Let’s take the Catholic Church as an example. There were the Crusades, of course, which theists tend to dismiss as irrelevant due to having occurred hundreds of years ago, and which at any rate we can set aside in light of abundant, more recent examples. For the most egregious we have to look back a mere 75 years or so to World War II, when the Church was in bed with fascist Italy and Nazi Germany. From praying for the Reich from the pulpit to hiding Nazi gold to giving material aid to Nazi war criminals to help them evade justice after the war, the Church was complicit in the Holocaust even under the most charitable reading of history. (This, incidentally, is quite relevant to those who falsely claim that the Holocaust was an atheist undertaking – not only was Hitler himself a Catholic, even if he had been an atheist he did what he did with the full endorsement and backing of the Vatican.)

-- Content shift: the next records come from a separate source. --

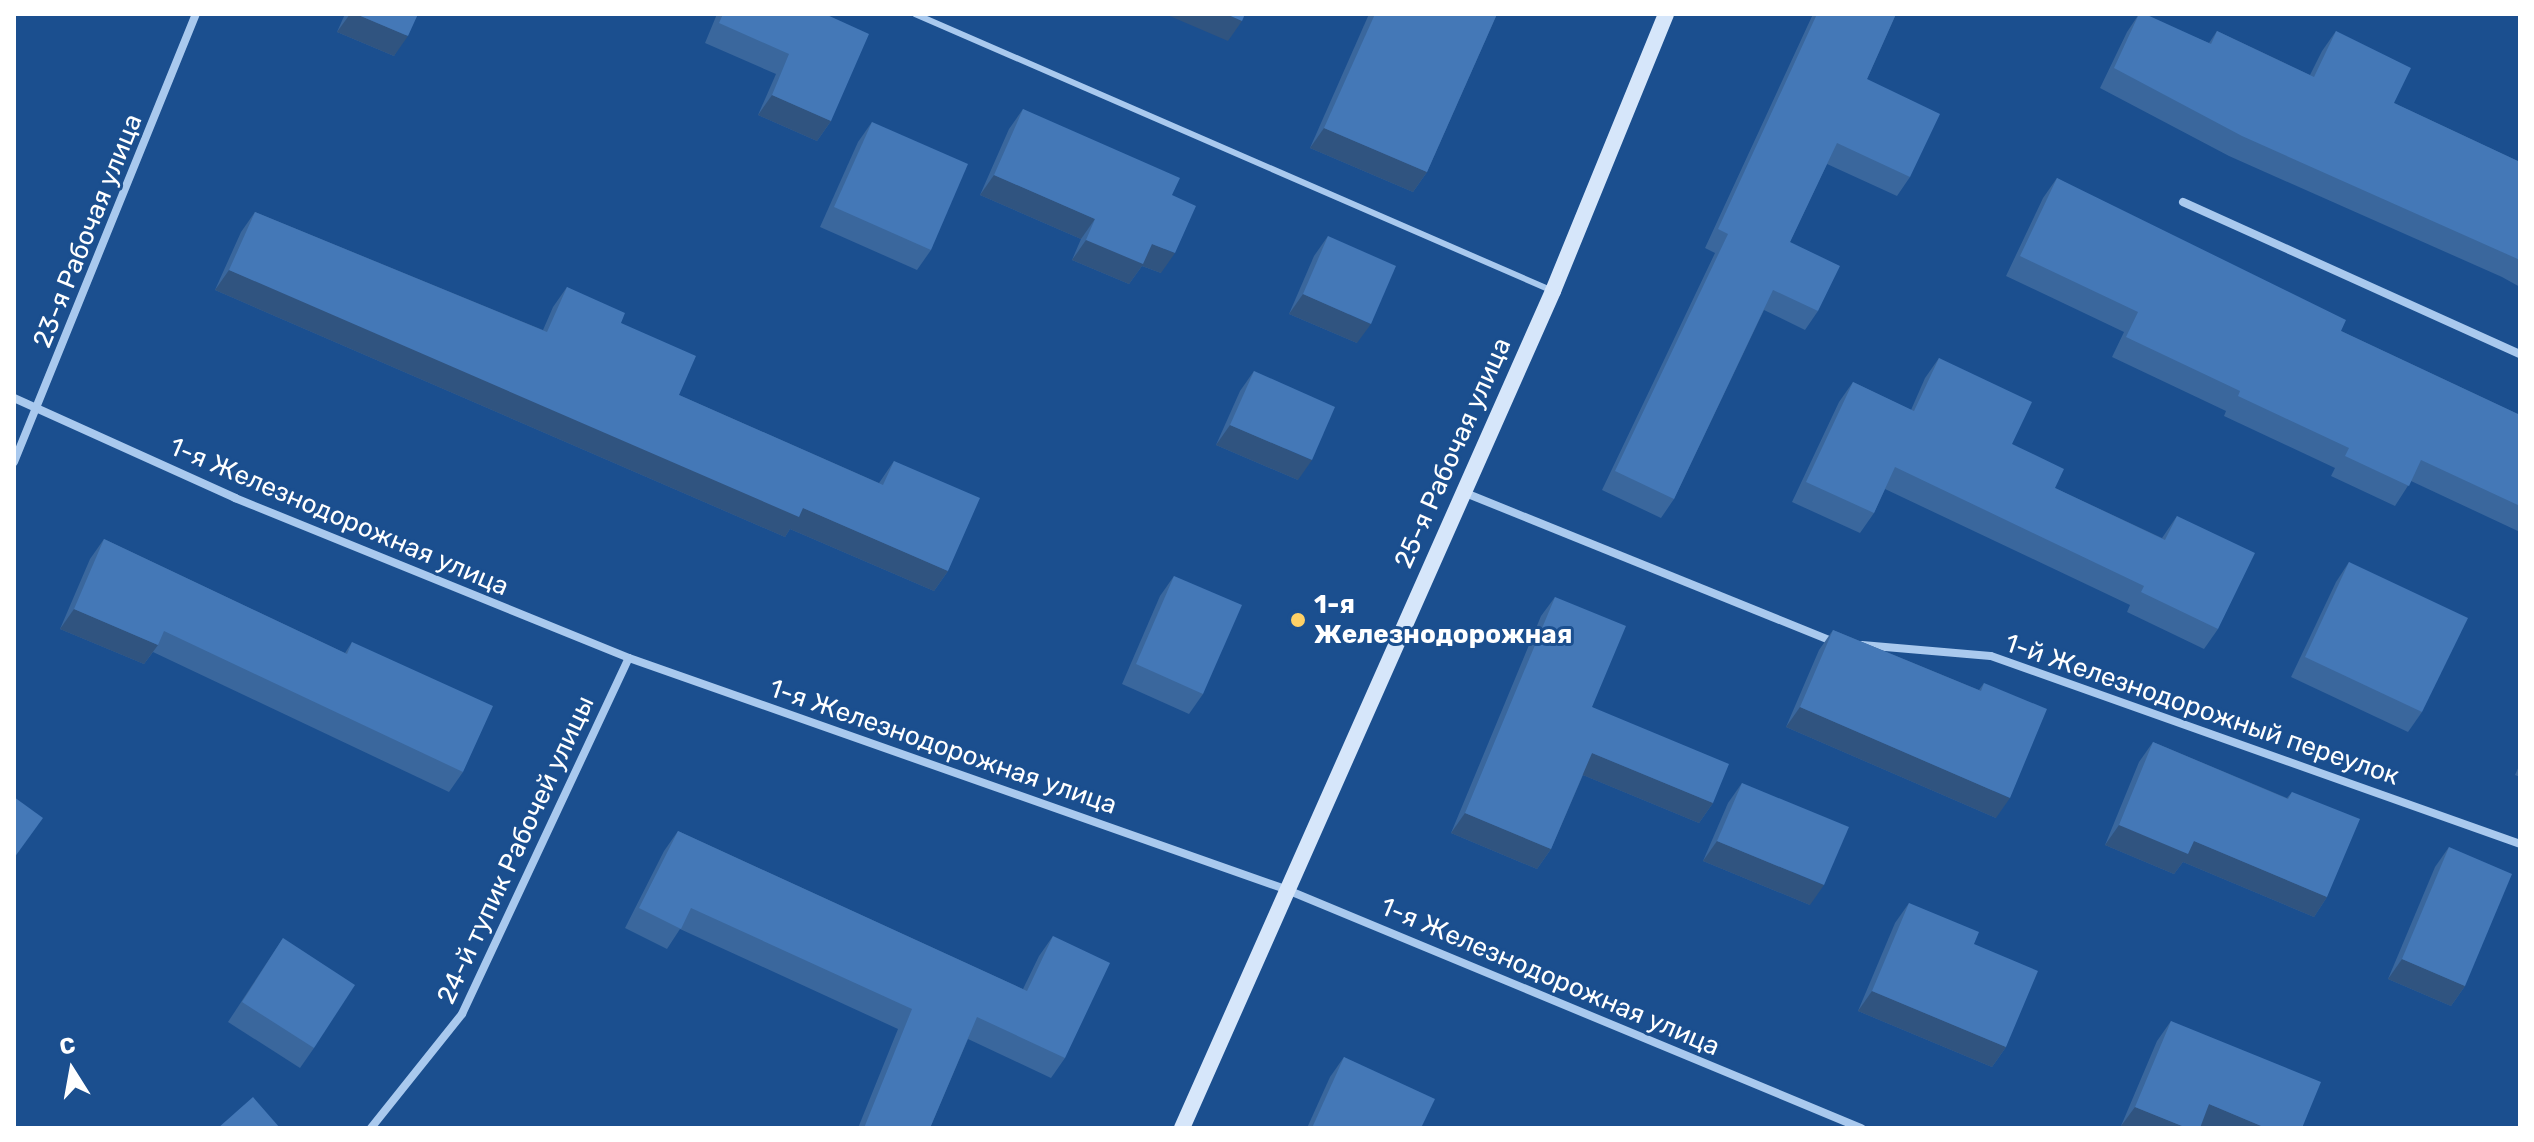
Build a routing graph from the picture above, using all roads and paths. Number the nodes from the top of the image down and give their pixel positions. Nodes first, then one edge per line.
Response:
1 (196, 14) edge
2 (915, 14) edge
3 (1666, 14) edge
4 (2183, 202) dead end
5 (1553, 291) junction
6 (2520, 354) edge
7 (14, 398) edge
8 (39, 409) junction
9 (14, 462) edge
10 (1462, 491) junction
11 (629, 658) junction
12 (2520, 844) edge
13 (1285, 889) junction
14 (371, 1128) edge
15 (1182, 1128) edge
16 (1861, 1128) edge

1 - 8 street, 23-я Рабочая улица
2 - 5 lane
3 - 5 main road, 25-я Рабочая улица
4 - 6 street
5 - 10 main road, 25-я Рабочая улица
7 - 8 street, 1-я Железнодорожная улица
8 - 9 street, 23-я Рабочая улица
8 - 11 street, 1-я Железнодорожная улица
10 - 12 street, 1-й Железнодорожный переулок
10 - 13 main road, 25-я Рабочая улица
11 - 13 street, 1-я Железнодорожная улица
11 - 14 street, 24-й тупик Рабочей улицы
13 - 15 main road, 25-я Рабочая улица
13 - 16 street, 1-я Железнодорожная улица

Then there was the 1994 genocide in Rwanda, the most Catholic nation in Africa, in which 800,000 people were murdered in a mere 100 days, most by being hacked to death with machetes. Of the millions more who were injured, orphaned, and displaced, many thousands perished in the squalid conditions of refugee camps. Several members of the Church clergy have since been indicted or convicted of crimes against humanity for their roles in the genocide, including the priest who encouraged 2,000 people to take refuge in his church and then had it bulldozed with them inside.

And let us not forget the child sex abuse scandal, still unfolding after more than 20 years, that has resulted in individual dioceses paying out billions of dollars in settlements (and billions more on defense lawyers) to hundreds of thousands of victims molested and raped by priests – and that is in the United States alone. Not only did Church officials fail to protect these children, for all intents and purposes they knowingly sacrificed them in favor of protecting themselves by, among other strategies, moving perpetrators from parish to parish (to offend and re-offend); quietly paying off accusers in exchange for their silence; implementing policies making it harder to remove offenders from the priesthood; and lobbying state legislatures to block laws that would require priests to report crimes against children to secular authorities. They invested no less energy in protecting themselves financially, ensuring that every diocese was an entity unto itself and that no diocese could be held responsible for the judgments against any other diocese – and, most importantly, shielding the massive wealth of the Vatican from any claims by victims.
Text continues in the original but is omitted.